Of course a rundown of Trump’s fashion wouldn’t be complete without mentioning his comb-over, or hair plugs, or exorbitantly expensive hair weave (there are many speculations on what exactly is going on up there).
Last May, Gawker reported to have gotten an inside tip that Trump wears a $60,000 hair weave, pioneered by hair restoration expert Edward Ivari, whose company Ivari International Centers, Inc. was once located on floor 25 of Trump Tower, one floor beneath the penthouse, occupied by Trump himself. It should be noted that when the Gawker story broke, Ivari denied that Trump was a client. Regardless, why is Trump funneling money into a hairdo that brings him ridicule, and, as Rozsa points out, looks “unconvincing?” Trump biographer Michael D’Antonio told Business Insider that the Republican Presidential nominee has said baldness is a “terrible thing to suffer,” and further, Trump handed out Rogaine to executives who were losing their hair. So, bad hair is better than no hair. Or, perhaps his wacky hair job is another signifier of his vanity, and his willingness to buy into illusion, at any cost. In many ways, Trump’s style is reminiscent of the secret agent who falls for his own cover story.
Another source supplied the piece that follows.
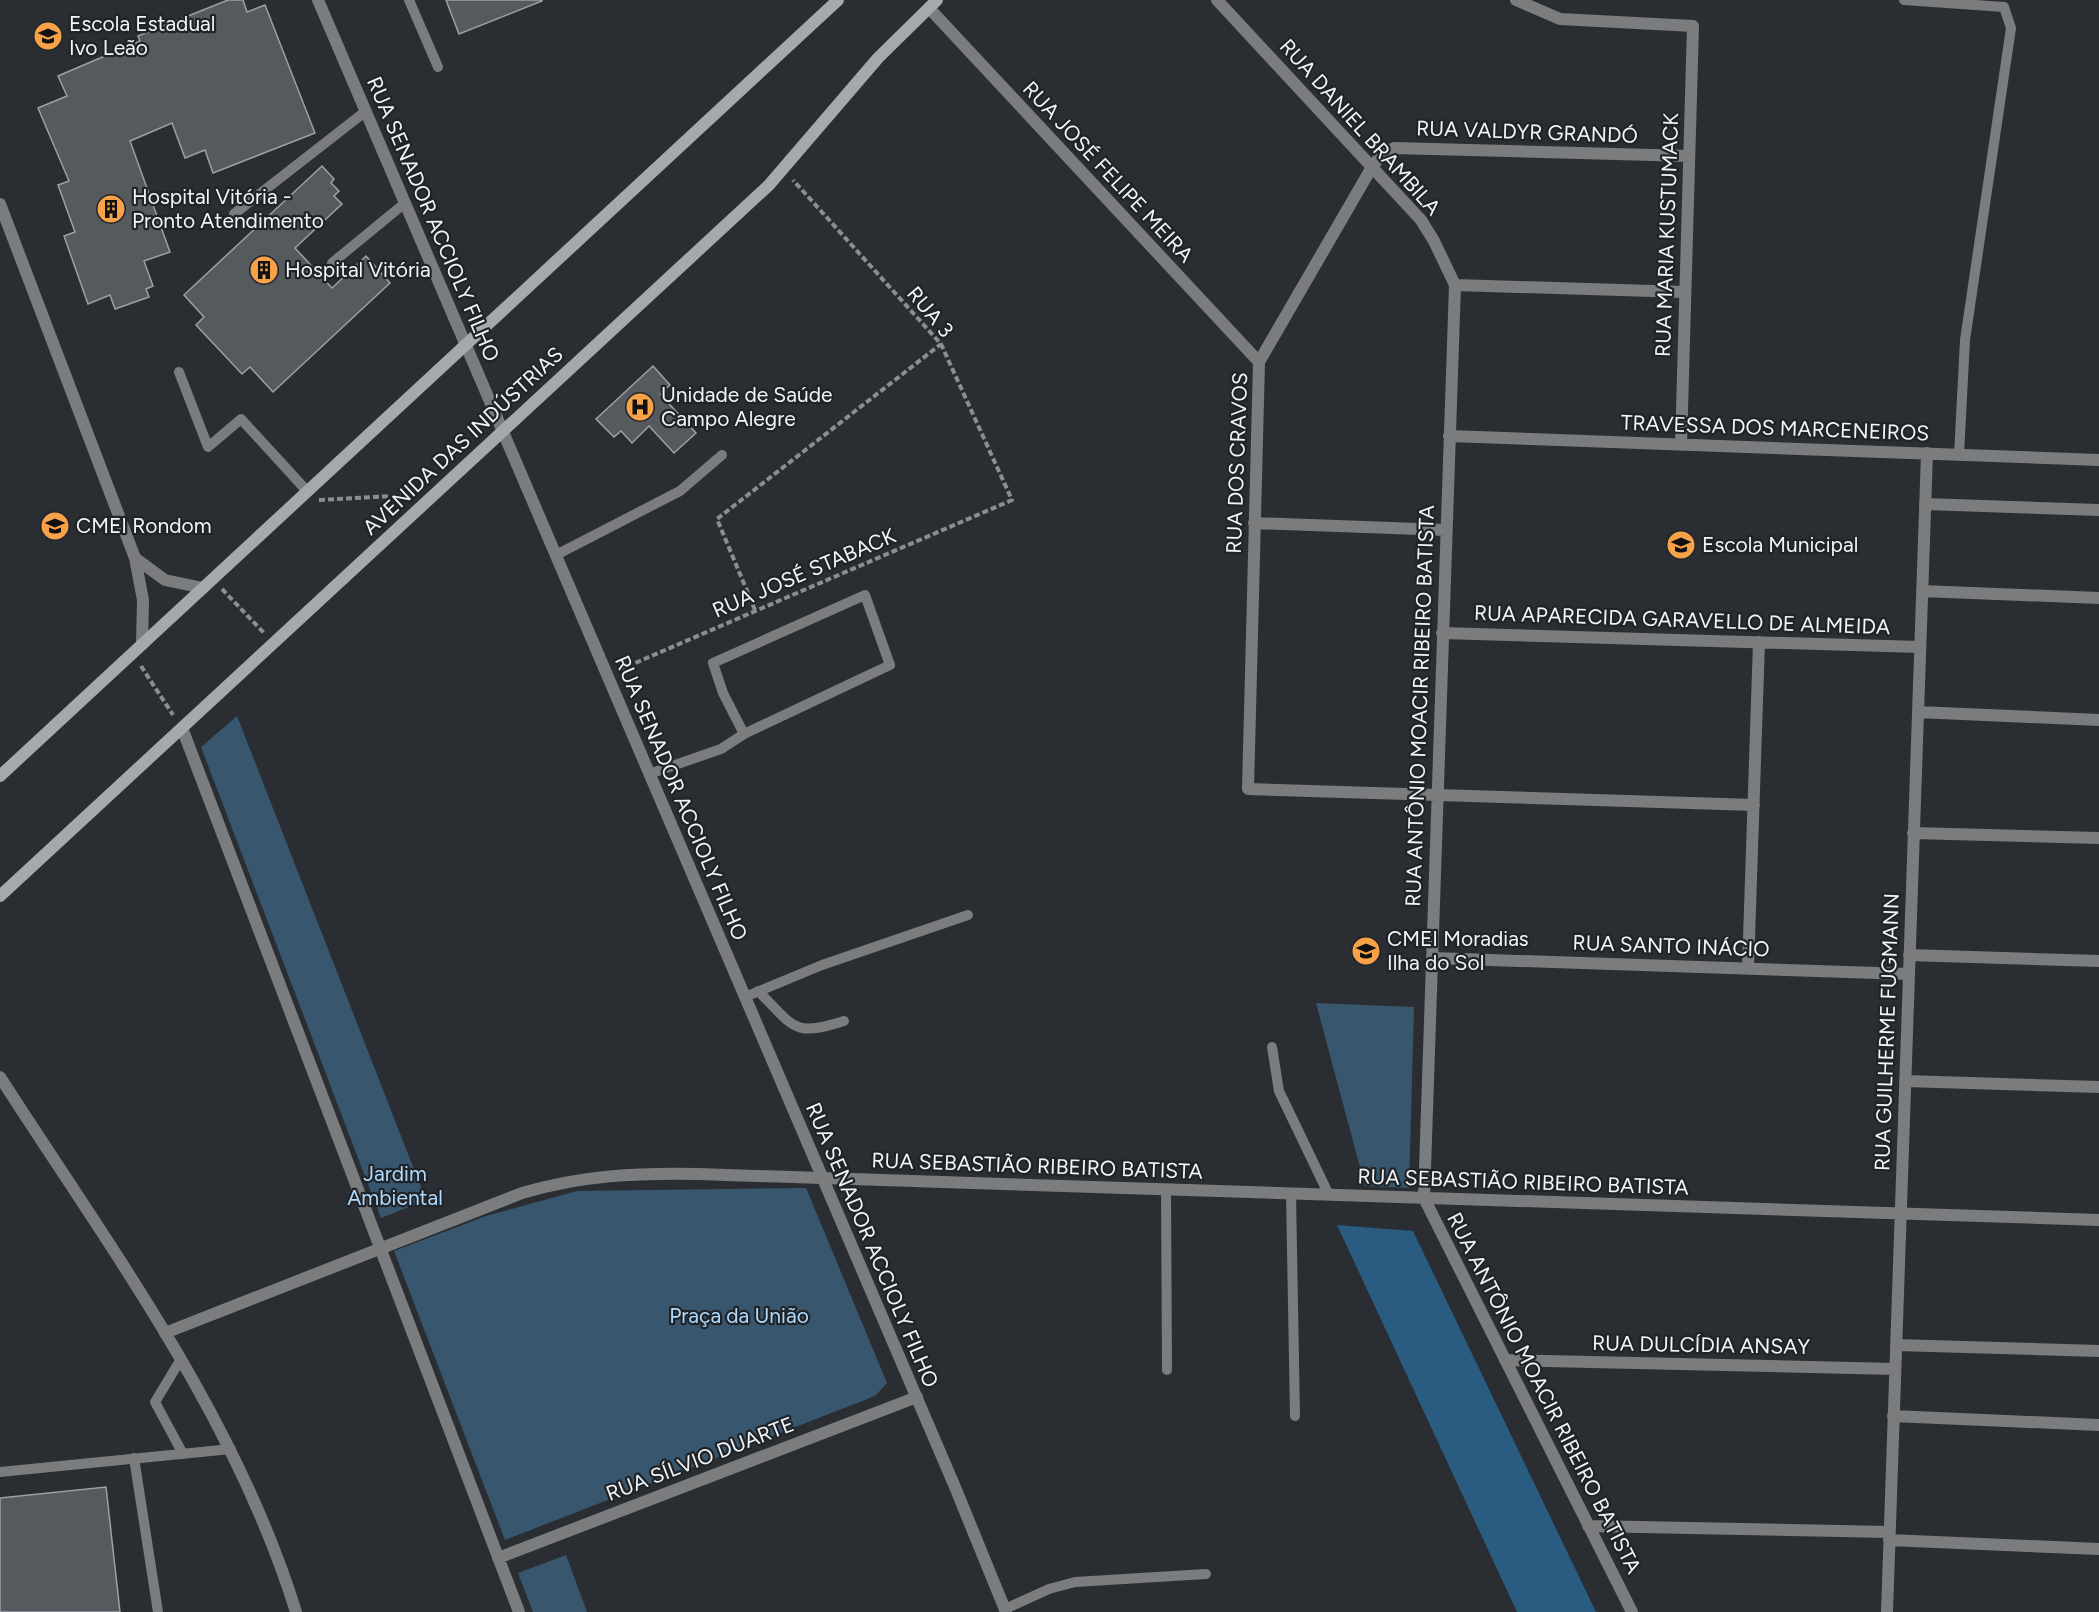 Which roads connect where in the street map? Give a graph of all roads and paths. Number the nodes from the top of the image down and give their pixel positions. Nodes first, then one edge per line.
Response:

As for Hillary Clinton, the Democratic Presidential nominee has made the pant suit iconic: a symbol of women doing any job men can do.
Once known for her headband, when she was campaigning for her husband’s presidency in the 1990s, Clinton has embraced the pantsuit and what this garment signifies for women’s liberties. (As an aside, it wasn’t until 1993 that women were allowed to wear pantsuits on the Senate floor.) In the same article, The Atlantic notes that the pantsuit is an acceptable political uniform for women because it’s a statement garment that says as little about style as possible.
Rozsa explains that Clinton, as a female politician, “has to walk a tightrope of femininity. As such, they’re expected to adhere to female beauty standards but they want to make it clear that they’re fully schooled with the men.”
When Clinton came out in the First Presidential Debate wearing a red pantsuit, Rozsa was struck by her bold statement. “The red suit conveyed power and confidence. It’s noticeable but didn’t insist upon itself. It doesn’t say ‘I’m so well-dressed, pay attention to me,’ but you notice it.”
Vogue, which ran a softly lit, demure Annie Leibovitz photograph of Clinton in 1993, just came out and endorsed Clinton for president. Although the magazine is known for its opinions of fashion and not politics, it’s emblematic of the powerful role that style is playing the 2016 election spectacle.
As this election comes to a fever pitch, you’ve got a battle of two suits: the empty businessman’s vs. the statement trailblazer. At least the fashion world’s vote could not be more clear.